# [BRIEF]
A word-for-word copy of the listing, free of images, is the expected answer.

# [EXTRACTED INFORMATION]
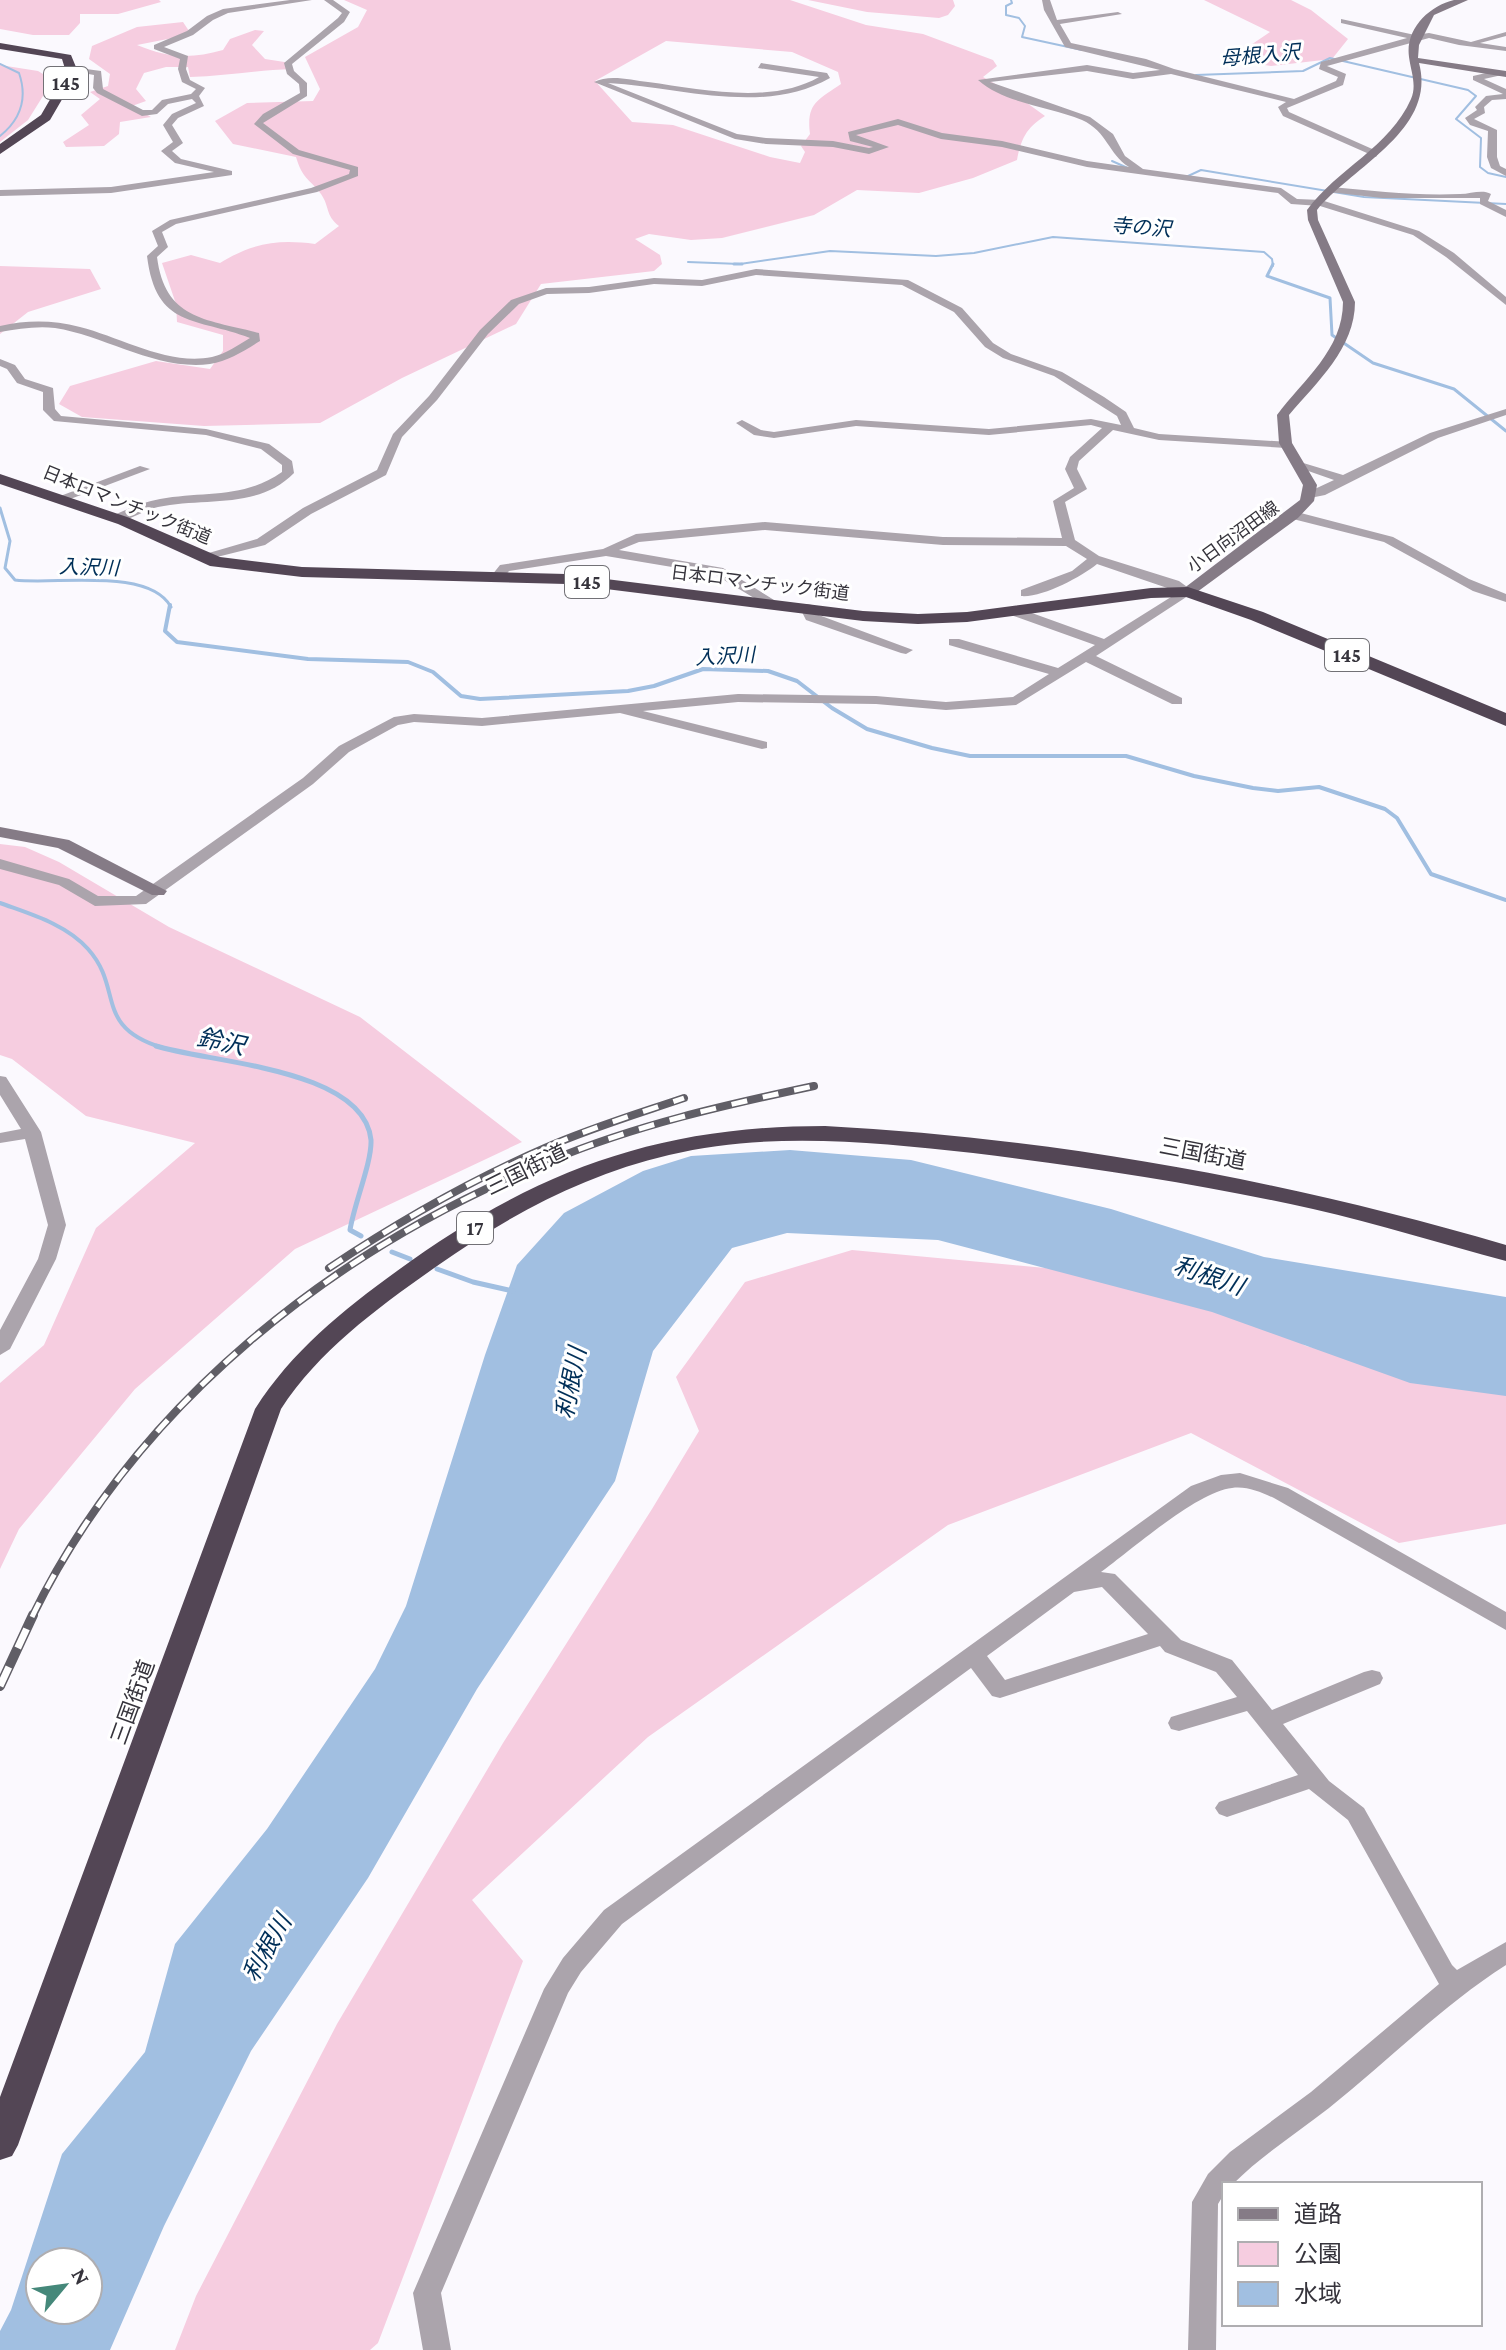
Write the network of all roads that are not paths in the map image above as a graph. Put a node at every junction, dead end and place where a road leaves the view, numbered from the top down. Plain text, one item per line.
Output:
1 (308, 0) edge
2 (328, 0) edge
3 (1046, 0) edge
4 (1463, 0) edge
5 (1118, 14) dead end
6 (1344, 21) dead end
7 (1057, 22) junction
8 (1506, 34) edge
9 (1417, 38) junction
10 (1374, 41) dead end
11 (1464, 44) junction
12 (1388, 45) junction
13 (0, 46) edge
14 (1506, 49) edge
15 (1416, 60) junction
16 (761, 66) dead end
17 (71, 70) junction
18 (1171, 71) junction
19 (1502, 74) edge
20 (1506, 94) edge
21 (194, 96) junction
22 (1296, 102) junction
23 (0, 150) edge
24 (1376, 154) junction
25 (1145, 172) junction
26 (1506, 173) edge
27 (1331, 190) junction
28 (0, 193) edge
29 (1317, 203) junction
30 (1506, 214) edge
31 (1505, 300) edge
32 (0, 329) edge
33 (0, 362) edge
34 (1506, 412) edge
35 (742, 423) dead end
36 (1112, 425) junction
37 (1128, 428) junction
38 (1286, 444) junction
39 (1300, 466) junction
40 (144, 469) dead end
41 (0, 479) edge
42 (1344, 479) junction
43 (1310, 494) junction
44 (61, 498) junction
45 (1293, 515) junction
46 (116, 519) junction
47 (1069, 542) junction
48 (606, 552) junction
49 (201, 557) junction
50 (1095, 559) junction
51 (498, 575) junction
52 (1188, 592) junction
53 (1026, 593) dead end
54 (1506, 598) edge
55 (769, 603) junction
56 (807, 608) junction
57 (1013, 611) junction
58 (954, 642) dead end
59 (1104, 644) junction
60 (906, 650) dead end
61 (1084, 656) junction
62 (1060, 673) junction
63 (1177, 701) dead end
64 (619, 708) junction
65 (1506, 720) edge
66 (762, 745) dead end
67 (0, 832) edge
68 (0, 864) edge
69 (158, 891) junction
70 (0, 1081) edge
71 (32, 1132) junction
72 (0, 1138) edge
73 (1506, 1253) edge
74 (0, 1349) edge
75 (1065, 1587) junction
76 (1506, 1622) edge
77 (1164, 1637) junction
78 (973, 1654) junction
79 (1372, 1678) dead end
80 (1252, 1701) junction
81 (1268, 1721) junction
82 (1179, 1723) dead end
83 (1314, 1778) junction
84 (1227, 1808) dead end
85 (1506, 1952) edge
86 (1456, 1985) junction
87 (0, 2145) edge
88 (437, 2350) edge
89 (1202, 2350) edge

1 - 21 street
2 - 32 street
3 - 7 street
4 - 9 main road
5 - 7 street
6 - 9 street
7 - 18 street
8 - 11 street
9 - 11 street
9 - 12 street
9 - 15 main road
10 - 12 street
11 - 14 street
12 - 22 street
13 - 17 highway, 145
15 - 19 main road
15 - 24 main road
16 - 25 street
17 - 21 street
17 - 23 highway, 145
18 - 22 street
18 - 25 street
19 - 20 street
20 - 26 street
21 - 28 street
22 - 24 street
24 - 27 main road
25 - 29 street
27 - 29 main road
27 - 30 street
29 - 31 street
29 - 38 main road
33 - 46 street
34 - 42 street
35 - 36 street
36 - 37 street
36 - 47 street
37 - 38 street
37 - 49 street
38 - 39 main road
39 - 42 street
39 - 43 main road
40 - 44 street
41 - 44 highway, 日本ロマンチック街道 / 145
42 - 43 street
43 - 45 main road, 小日向沼田線
44 - 46 highway, 日本ロマンチック街道 / 145
45 - 52 main road, 小日向沼田線
45 - 54 street
46 - 49 highway, 日本ロマンチック街道 / 145
47 - 48 street
47 - 50 street
48 - 51 street
48 - 55 street
49 - 51 highway, 日本ロマンチック街道 / 145
50 - 52 street
50 - 53 street
51 - 55 highway, 日本ロマンチック街道 / 145
52 - 57 highway, 日本ロマンチック街道 / 145
52 - 59 street
52 - 65 highway, 日本ロマンチック街道 / 145
55 - 56 highway, 日本ロマンチック街道 / 145
56 - 57 highway, 日本ロマンチック街道 / 145
56 - 60 street
57 - 59 street
58 - 62 street
59 - 61 street
61 - 62 street
61 - 63 street
62 - 64 street
64 - 66 street
64 - 69 street
67 - 69 main road
68 - 69 street
70 - 71 street
71 - 72 street
71 - 74 street
73 - 87 highway, 三国街道 / 17
75 - 76 street
75 - 77 street
75 - 78 street
77 - 78 street
77 - 80 street
78 - 88 street
79 - 81 street
80 - 81 street
80 - 82 street
81 - 83 street
83 - 84 street
83 - 86 street
85 - 86 street
86 - 89 street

# [THE ANSWER]
Write the network of all roads that are not paths in the map image above as a graph. Put a node at every junction, dead end and place where a road leaves the view, numbered from the top down. Plain text, one item per line.
Output:
1 (308, 0) edge
2 (328, 0) edge
3 (1046, 0) edge
4 (1463, 0) edge
5 (1118, 14) dead end
6 (1344, 21) dead end
7 (1057, 22) junction
8 (1506, 34) edge
9 (1417, 38) junction
10 (1374, 41) dead end
11 (1464, 44) junction
12 (1388, 45) junction
13 (0, 46) edge
14 (1506, 49) edge
15 (1416, 60) junction
16 (761, 66) dead end
17 (71, 70) junction
18 (1171, 71) junction
19 (1502, 74) edge
20 (1506, 94) edge
21 (194, 96) junction
22 (1296, 102) junction
23 (0, 150) edge
24 (1376, 154) junction
25 (1145, 172) junction
26 (1506, 173) edge
27 (1331, 190) junction
28 (0, 193) edge
29 (1317, 203) junction
30 (1506, 214) edge
31 (1505, 300) edge
32 (0, 329) edge
33 (0, 362) edge
34 (1506, 412) edge
35 (742, 423) dead end
36 (1112, 425) junction
37 (1128, 428) junction
38 (1286, 444) junction
39 (1300, 466) junction
40 (144, 469) dead end
41 (0, 479) edge
42 (1344, 479) junction
43 (1310, 494) junction
44 (61, 498) junction
45 (1293, 515) junction
46 (116, 519) junction
47 (1069, 542) junction
48 (606, 552) junction
49 (201, 557) junction
50 (1095, 559) junction
51 (498, 575) junction
52 (1188, 592) junction
53 (1026, 593) dead end
54 (1506, 598) edge
55 (769, 603) junction
56 (807, 608) junction
57 (1013, 611) junction
58 (954, 642) dead end
59 (1104, 644) junction
60 (906, 650) dead end
61 (1084, 656) junction
62 (1060, 673) junction
63 (1177, 701) dead end
64 (619, 708) junction
65 (1506, 720) edge
66 (762, 745) dead end
67 (0, 832) edge
68 (0, 864) edge
69 (158, 891) junction
70 (0, 1081) edge
71 (32, 1132) junction
72 (0, 1138) edge
73 (1506, 1253) edge
74 (0, 1349) edge
75 (1065, 1587) junction
76 (1506, 1622) edge
77 (1164, 1637) junction
78 (973, 1654) junction
79 (1372, 1678) dead end
80 (1252, 1701) junction
81 (1268, 1721) junction
82 (1179, 1723) dead end
83 (1314, 1778) junction
84 (1227, 1808) dead end
85 (1506, 1952) edge
86 (1456, 1985) junction
87 (0, 2145) edge
88 (437, 2350) edge
89 (1202, 2350) edge

1 - 21 street
2 - 32 street
3 - 7 street
4 - 9 main road
5 - 7 street
6 - 9 street
7 - 18 street
8 - 11 street
9 - 11 street
9 - 12 street
9 - 15 main road
10 - 12 street
11 - 14 street
12 - 22 street
13 - 17 highway, 145
15 - 19 main road
15 - 24 main road
16 - 25 street
17 - 21 street
17 - 23 highway, 145
18 - 22 street
18 - 25 street
19 - 20 street
20 - 26 street
21 - 28 street
22 - 24 street
24 - 27 main road
25 - 29 street
27 - 29 main road
27 - 30 street
29 - 31 street
29 - 38 main road
33 - 46 street
34 - 42 street
35 - 36 street
36 - 37 street
36 - 47 street
37 - 38 street
37 - 49 street
38 - 39 main road
39 - 42 street
39 - 43 main road
40 - 44 street
41 - 44 highway, 日本ロマンチック街道 / 145
42 - 43 street
43 - 45 main road, 小日向沼田線
44 - 46 highway, 日本ロマンチック街道 / 145
45 - 52 main road, 小日向沼田線
45 - 54 street
46 - 49 highway, 日本ロマンチック街道 / 145
47 - 48 street
47 - 50 street
48 - 51 street
48 - 55 street
49 - 51 highway, 日本ロマンチック街道 / 145
50 - 52 street
50 - 53 street
51 - 55 highway, 日本ロマンチック街道 / 145
52 - 57 highway, 日本ロマンチック街道 / 145
52 - 59 street
52 - 65 highway, 日本ロマンチック街道 / 145
55 - 56 highway, 日本ロマンチック街道 / 145
56 - 57 highway, 日本ロマンチック街道 / 145
56 - 60 street
57 - 59 street
58 - 62 street
59 - 61 street
61 - 62 street
61 - 63 street
62 - 64 street
64 - 66 street
64 - 69 street
67 - 69 main road
68 - 69 street
70 - 71 street
71 - 72 street
71 - 74 street
73 - 87 highway, 三国街道 / 17
75 - 76 street
75 - 77 street
75 - 78 street
77 - 78 street
77 - 80 street
78 - 88 street
79 - 81 street
80 - 81 street
80 - 82 street
81 - 83 street
83 - 84 street
83 - 86 street
85 - 86 street
86 - 89 street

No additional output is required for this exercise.